▶ To do:
The answer should contain only the lines from the beginning of the entries through the line that holds "display:grid; place-items:center; width:100px;", given again exactly, with no pictures.

** Opening Records for processing block **

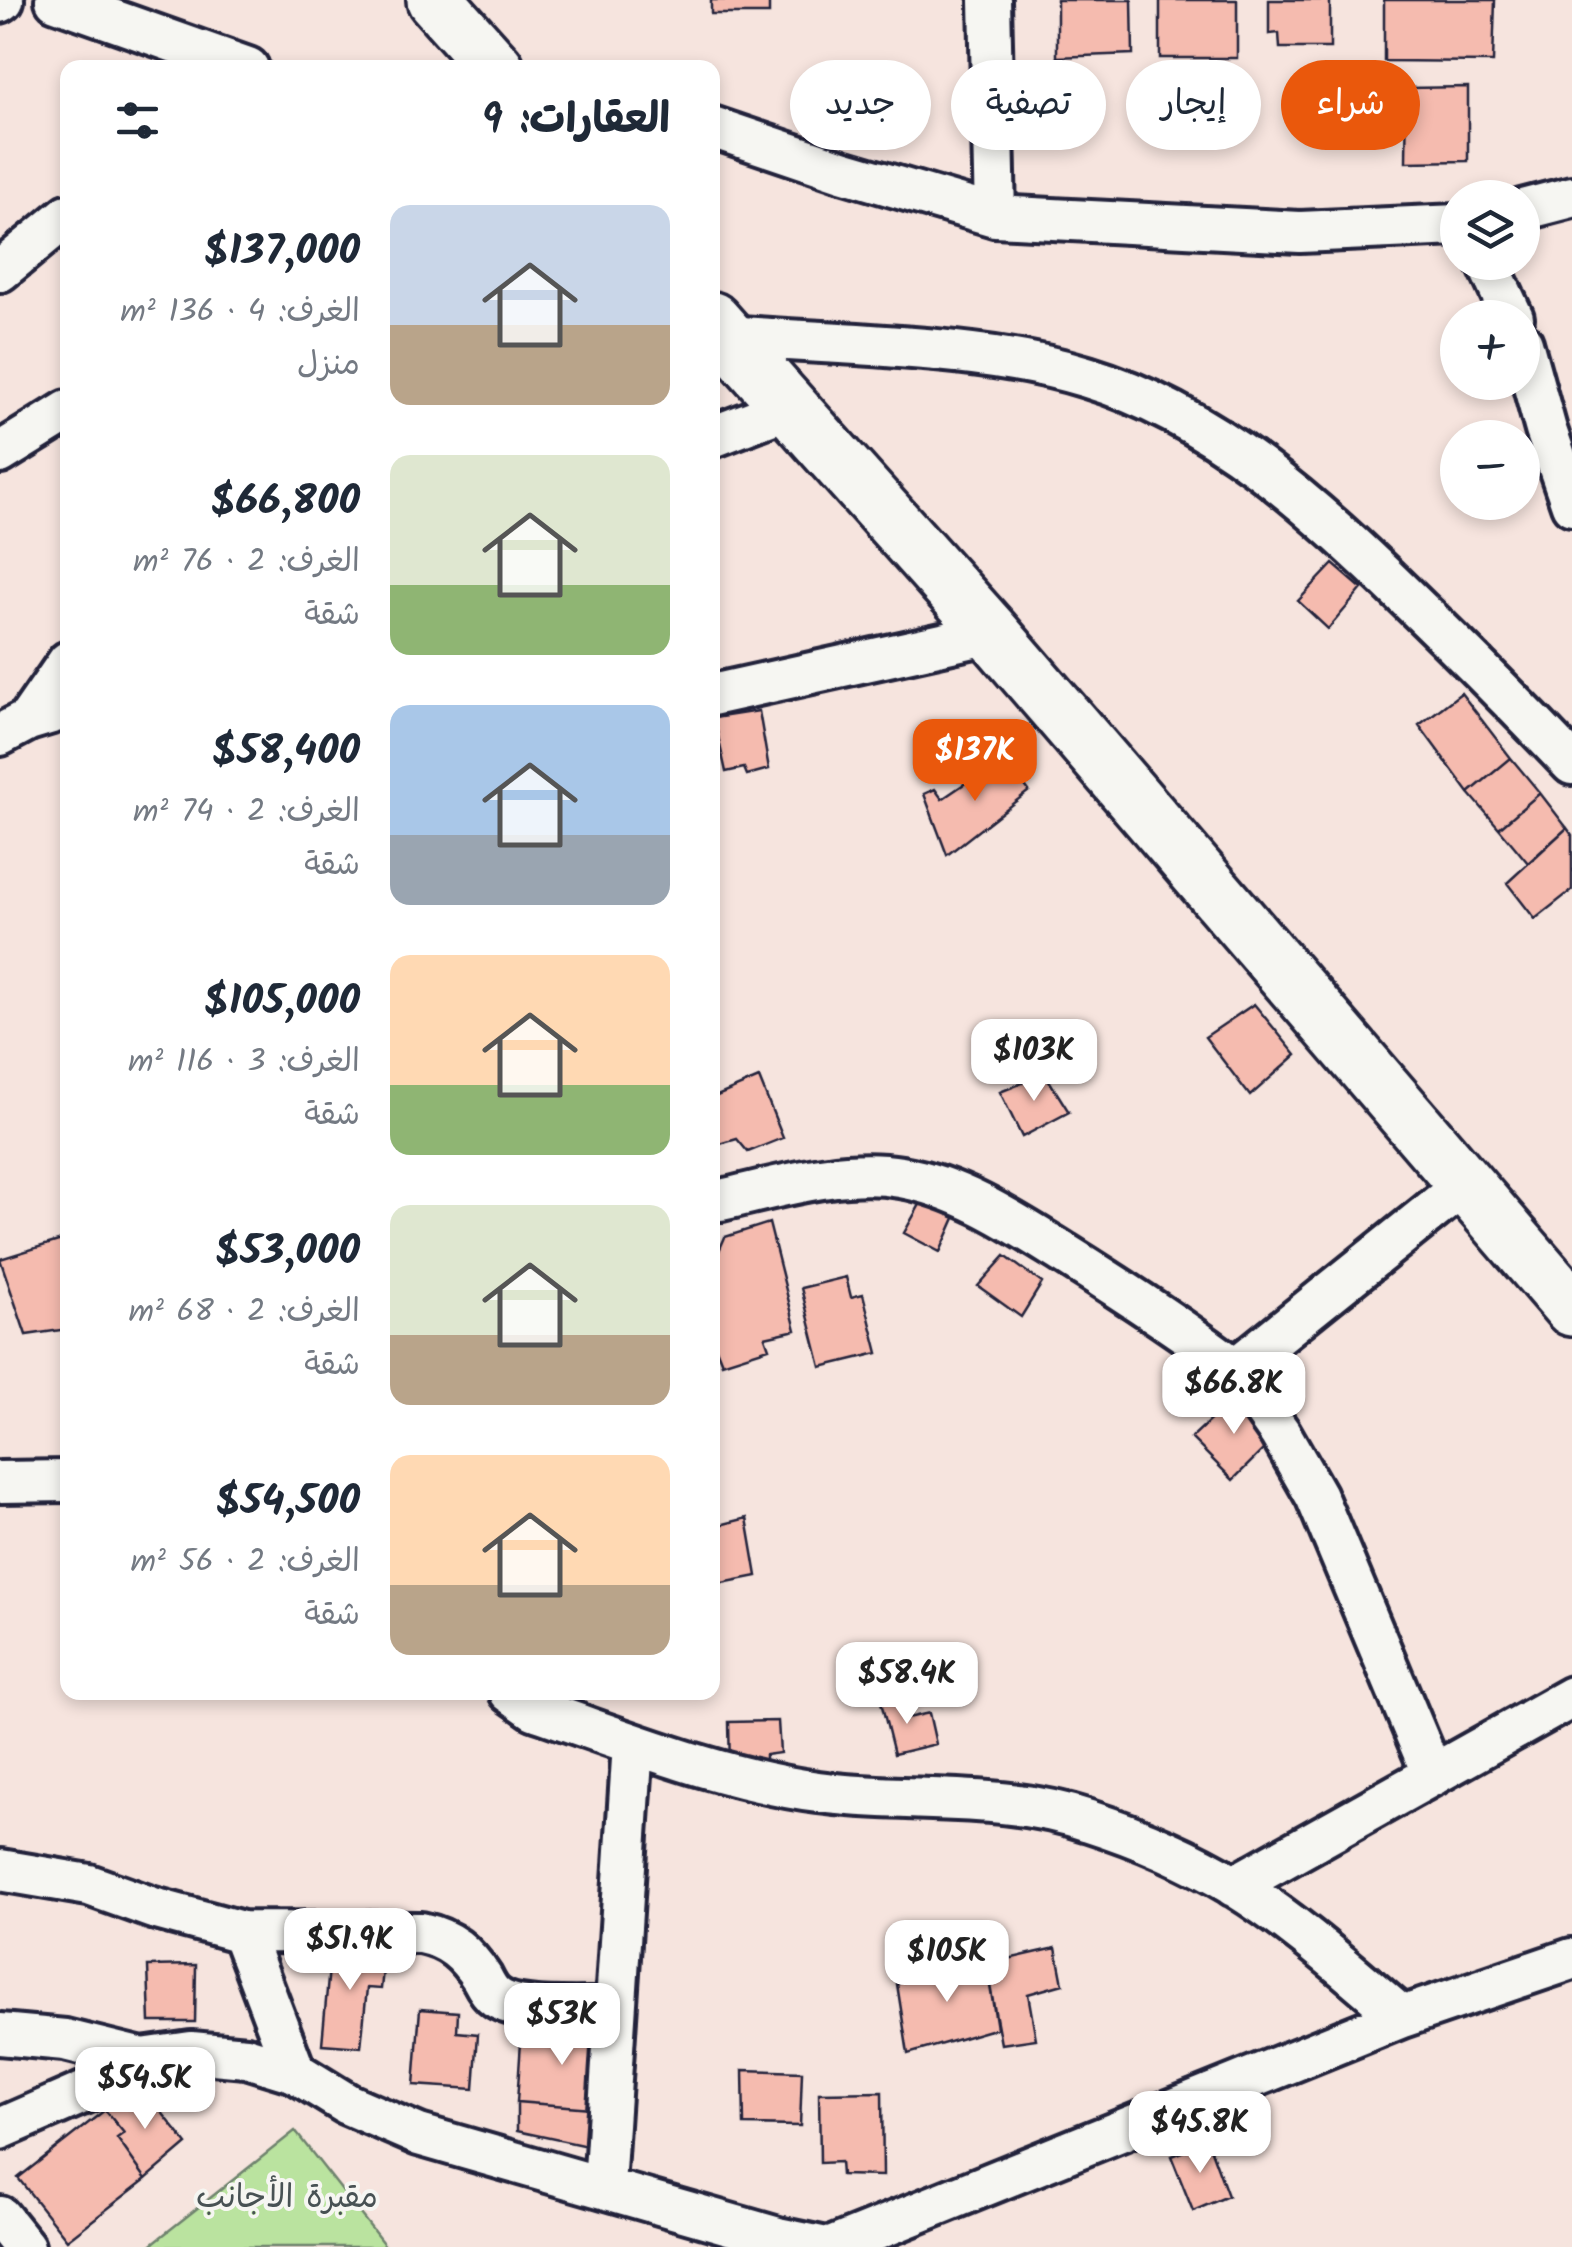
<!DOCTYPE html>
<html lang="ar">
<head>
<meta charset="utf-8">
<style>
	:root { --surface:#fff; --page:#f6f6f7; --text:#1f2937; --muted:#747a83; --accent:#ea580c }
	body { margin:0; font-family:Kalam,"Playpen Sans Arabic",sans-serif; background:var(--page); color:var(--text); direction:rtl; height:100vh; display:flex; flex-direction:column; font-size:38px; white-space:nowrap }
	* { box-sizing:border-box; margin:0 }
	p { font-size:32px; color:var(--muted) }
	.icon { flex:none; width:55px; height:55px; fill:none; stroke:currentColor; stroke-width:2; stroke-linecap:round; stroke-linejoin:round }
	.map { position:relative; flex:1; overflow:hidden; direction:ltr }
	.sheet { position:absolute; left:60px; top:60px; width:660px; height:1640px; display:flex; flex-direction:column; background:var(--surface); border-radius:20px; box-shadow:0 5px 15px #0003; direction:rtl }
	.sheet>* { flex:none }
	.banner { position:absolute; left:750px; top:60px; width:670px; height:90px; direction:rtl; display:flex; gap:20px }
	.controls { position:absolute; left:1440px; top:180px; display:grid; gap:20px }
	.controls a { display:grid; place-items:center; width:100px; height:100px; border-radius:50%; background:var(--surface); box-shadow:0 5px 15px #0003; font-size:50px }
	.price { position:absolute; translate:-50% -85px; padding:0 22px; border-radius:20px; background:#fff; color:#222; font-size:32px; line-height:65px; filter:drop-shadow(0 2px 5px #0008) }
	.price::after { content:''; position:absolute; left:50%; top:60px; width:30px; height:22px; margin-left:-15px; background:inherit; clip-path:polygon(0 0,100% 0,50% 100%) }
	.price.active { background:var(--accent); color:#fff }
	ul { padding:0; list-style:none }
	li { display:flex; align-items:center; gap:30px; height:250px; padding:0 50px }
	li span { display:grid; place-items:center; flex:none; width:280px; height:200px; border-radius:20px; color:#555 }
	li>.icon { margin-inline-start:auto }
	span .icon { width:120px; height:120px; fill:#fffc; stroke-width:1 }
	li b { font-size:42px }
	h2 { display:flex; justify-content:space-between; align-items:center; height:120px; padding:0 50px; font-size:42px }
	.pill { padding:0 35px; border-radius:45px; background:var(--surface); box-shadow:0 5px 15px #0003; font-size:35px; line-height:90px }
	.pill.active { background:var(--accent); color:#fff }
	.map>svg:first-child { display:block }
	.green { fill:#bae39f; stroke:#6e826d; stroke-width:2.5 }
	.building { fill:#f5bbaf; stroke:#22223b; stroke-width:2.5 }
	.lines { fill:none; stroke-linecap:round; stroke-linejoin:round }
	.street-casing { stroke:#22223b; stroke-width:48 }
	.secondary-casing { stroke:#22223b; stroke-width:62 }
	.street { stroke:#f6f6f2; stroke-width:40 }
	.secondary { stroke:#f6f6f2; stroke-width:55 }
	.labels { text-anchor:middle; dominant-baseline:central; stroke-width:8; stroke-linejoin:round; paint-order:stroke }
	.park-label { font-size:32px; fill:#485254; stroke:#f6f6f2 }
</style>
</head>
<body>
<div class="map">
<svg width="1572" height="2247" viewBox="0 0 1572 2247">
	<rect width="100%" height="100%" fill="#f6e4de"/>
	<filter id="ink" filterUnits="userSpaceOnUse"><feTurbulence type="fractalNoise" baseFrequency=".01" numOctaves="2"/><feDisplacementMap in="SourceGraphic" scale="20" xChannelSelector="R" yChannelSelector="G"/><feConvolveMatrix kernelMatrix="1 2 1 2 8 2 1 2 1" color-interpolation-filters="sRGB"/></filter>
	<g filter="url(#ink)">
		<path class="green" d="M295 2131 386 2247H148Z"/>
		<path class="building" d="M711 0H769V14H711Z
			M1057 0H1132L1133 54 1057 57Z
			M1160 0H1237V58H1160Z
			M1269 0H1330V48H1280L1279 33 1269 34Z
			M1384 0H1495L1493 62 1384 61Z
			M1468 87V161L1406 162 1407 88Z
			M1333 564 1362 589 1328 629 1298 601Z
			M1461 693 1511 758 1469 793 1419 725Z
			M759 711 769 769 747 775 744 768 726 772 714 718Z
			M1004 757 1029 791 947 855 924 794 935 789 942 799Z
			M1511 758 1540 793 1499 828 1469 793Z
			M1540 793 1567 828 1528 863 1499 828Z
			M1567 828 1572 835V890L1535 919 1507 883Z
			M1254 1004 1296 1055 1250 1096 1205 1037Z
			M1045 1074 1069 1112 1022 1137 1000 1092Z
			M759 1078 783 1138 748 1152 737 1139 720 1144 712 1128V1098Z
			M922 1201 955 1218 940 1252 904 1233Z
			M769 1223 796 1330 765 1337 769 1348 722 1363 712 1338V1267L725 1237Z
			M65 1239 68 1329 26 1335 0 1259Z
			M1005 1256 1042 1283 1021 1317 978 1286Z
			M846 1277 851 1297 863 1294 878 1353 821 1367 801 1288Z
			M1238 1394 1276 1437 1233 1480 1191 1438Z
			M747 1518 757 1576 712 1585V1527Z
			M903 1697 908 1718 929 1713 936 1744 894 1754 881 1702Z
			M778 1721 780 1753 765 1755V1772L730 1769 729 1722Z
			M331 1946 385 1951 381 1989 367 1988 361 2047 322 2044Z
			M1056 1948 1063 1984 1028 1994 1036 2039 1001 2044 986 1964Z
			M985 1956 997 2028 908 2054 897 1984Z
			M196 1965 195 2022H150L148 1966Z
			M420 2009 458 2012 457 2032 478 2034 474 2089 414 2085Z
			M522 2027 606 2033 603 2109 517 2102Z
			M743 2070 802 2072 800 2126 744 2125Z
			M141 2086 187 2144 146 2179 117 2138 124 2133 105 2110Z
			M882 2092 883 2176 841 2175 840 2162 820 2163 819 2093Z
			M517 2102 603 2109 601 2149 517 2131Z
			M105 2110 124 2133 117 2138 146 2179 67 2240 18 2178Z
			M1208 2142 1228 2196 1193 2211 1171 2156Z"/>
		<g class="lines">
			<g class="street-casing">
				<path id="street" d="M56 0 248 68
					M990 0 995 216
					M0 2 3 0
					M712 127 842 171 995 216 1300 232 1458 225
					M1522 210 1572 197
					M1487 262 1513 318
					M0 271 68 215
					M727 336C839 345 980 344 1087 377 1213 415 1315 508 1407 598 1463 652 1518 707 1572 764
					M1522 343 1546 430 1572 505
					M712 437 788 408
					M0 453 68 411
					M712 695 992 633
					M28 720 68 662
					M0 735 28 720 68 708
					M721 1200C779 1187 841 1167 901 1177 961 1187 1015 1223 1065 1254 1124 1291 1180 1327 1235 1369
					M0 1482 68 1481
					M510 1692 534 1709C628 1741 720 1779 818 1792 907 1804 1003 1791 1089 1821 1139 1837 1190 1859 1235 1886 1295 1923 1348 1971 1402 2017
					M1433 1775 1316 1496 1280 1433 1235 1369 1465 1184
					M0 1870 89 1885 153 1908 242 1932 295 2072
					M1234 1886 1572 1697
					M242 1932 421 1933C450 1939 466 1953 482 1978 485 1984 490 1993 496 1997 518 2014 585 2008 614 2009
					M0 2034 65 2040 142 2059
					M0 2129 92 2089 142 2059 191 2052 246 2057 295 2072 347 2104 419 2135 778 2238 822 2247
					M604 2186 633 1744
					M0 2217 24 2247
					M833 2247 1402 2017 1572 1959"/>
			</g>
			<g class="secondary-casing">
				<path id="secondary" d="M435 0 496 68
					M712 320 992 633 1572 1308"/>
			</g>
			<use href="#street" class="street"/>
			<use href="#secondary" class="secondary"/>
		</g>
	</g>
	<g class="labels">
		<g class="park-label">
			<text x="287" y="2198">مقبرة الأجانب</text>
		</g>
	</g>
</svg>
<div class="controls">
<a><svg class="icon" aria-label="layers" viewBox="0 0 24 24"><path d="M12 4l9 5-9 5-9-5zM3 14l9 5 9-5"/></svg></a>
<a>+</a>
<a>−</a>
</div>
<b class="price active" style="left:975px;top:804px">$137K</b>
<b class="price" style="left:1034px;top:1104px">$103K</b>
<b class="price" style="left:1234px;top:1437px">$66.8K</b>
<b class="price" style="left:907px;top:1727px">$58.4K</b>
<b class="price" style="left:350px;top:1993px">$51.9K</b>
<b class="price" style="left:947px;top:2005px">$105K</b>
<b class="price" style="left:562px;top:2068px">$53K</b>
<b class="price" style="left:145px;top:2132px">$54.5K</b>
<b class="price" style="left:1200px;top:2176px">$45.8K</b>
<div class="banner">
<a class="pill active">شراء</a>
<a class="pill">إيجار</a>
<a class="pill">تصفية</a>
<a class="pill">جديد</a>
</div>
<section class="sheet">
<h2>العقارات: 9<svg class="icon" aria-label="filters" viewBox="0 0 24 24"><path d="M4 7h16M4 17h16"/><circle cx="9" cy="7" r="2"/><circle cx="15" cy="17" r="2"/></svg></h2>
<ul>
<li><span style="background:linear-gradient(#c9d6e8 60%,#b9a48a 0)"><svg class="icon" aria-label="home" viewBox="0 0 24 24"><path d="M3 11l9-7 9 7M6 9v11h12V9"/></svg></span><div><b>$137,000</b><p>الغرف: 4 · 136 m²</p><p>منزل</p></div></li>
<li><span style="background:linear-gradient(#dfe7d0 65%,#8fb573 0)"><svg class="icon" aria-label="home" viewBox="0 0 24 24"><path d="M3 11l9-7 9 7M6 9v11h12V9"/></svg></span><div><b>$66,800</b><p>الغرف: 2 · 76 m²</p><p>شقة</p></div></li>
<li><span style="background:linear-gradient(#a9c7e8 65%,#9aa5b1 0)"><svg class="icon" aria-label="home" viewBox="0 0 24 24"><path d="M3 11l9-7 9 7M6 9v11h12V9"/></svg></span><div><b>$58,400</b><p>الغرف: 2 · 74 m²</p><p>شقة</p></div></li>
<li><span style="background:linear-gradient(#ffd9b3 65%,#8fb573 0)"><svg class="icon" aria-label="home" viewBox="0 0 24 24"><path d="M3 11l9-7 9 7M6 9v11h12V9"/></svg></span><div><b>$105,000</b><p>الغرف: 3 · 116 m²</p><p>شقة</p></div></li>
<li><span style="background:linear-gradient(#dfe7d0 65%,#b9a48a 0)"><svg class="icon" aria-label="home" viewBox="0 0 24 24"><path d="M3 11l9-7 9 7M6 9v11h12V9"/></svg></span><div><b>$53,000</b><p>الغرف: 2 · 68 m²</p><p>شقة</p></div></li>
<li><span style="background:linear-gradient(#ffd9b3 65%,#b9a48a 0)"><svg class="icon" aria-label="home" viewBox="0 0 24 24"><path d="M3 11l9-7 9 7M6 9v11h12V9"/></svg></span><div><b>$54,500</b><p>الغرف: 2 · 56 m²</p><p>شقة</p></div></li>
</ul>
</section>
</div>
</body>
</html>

** Closing Records for processing block **

▶ Result:
<!DOCTYPE html>
<html lang="ar">
<head>
<meta charset="utf-8">
<style>
	:root { --surface:#fff; --page:#f6f6f7; --text:#1f2937; --muted:#747a83; --accent:#ea580c }
	body { margin:0; font-family:Kalam,"Playpen Sans Arabic",sans-serif; background:var(--page); color:var(--text); direction:rtl; height:100vh; display:flex; flex-direction:column; font-size:38px; white-space:nowrap }
	* { box-sizing:border-box; margin:0 }
	p { font-size:32px; color:var(--muted) }
	.icon { flex:none; width:55px; height:55px; fill:none; stroke:currentColor; stroke-width:2; stroke-linecap:round; stroke-linejoin:round }
	.map { position:relative; flex:1; overflow:hidden; direction:ltr }
	.sheet { position:absolute; left:60px; top:60px; width:660px; height:1640px; display:flex; flex-direction:column; background:var(--surface); border-radius:20px; box-shadow:0 5px 15px #0003; direction:rtl }
	.sheet>* { flex:none }
	.banner { position:absolute; left:750px; top:60px; width:670px; height:90px; direction:rtl; display:flex; gap:20px }
	.controls { position:absolute; left:1440px; top:180px; display:grid; gap:20px }
	.controls a { display:grid; place-items:center; width:100px; height:100px; border-radius:50%; background:var(--surface); box-shadow:0 5px 15px #0003; font-size:50px }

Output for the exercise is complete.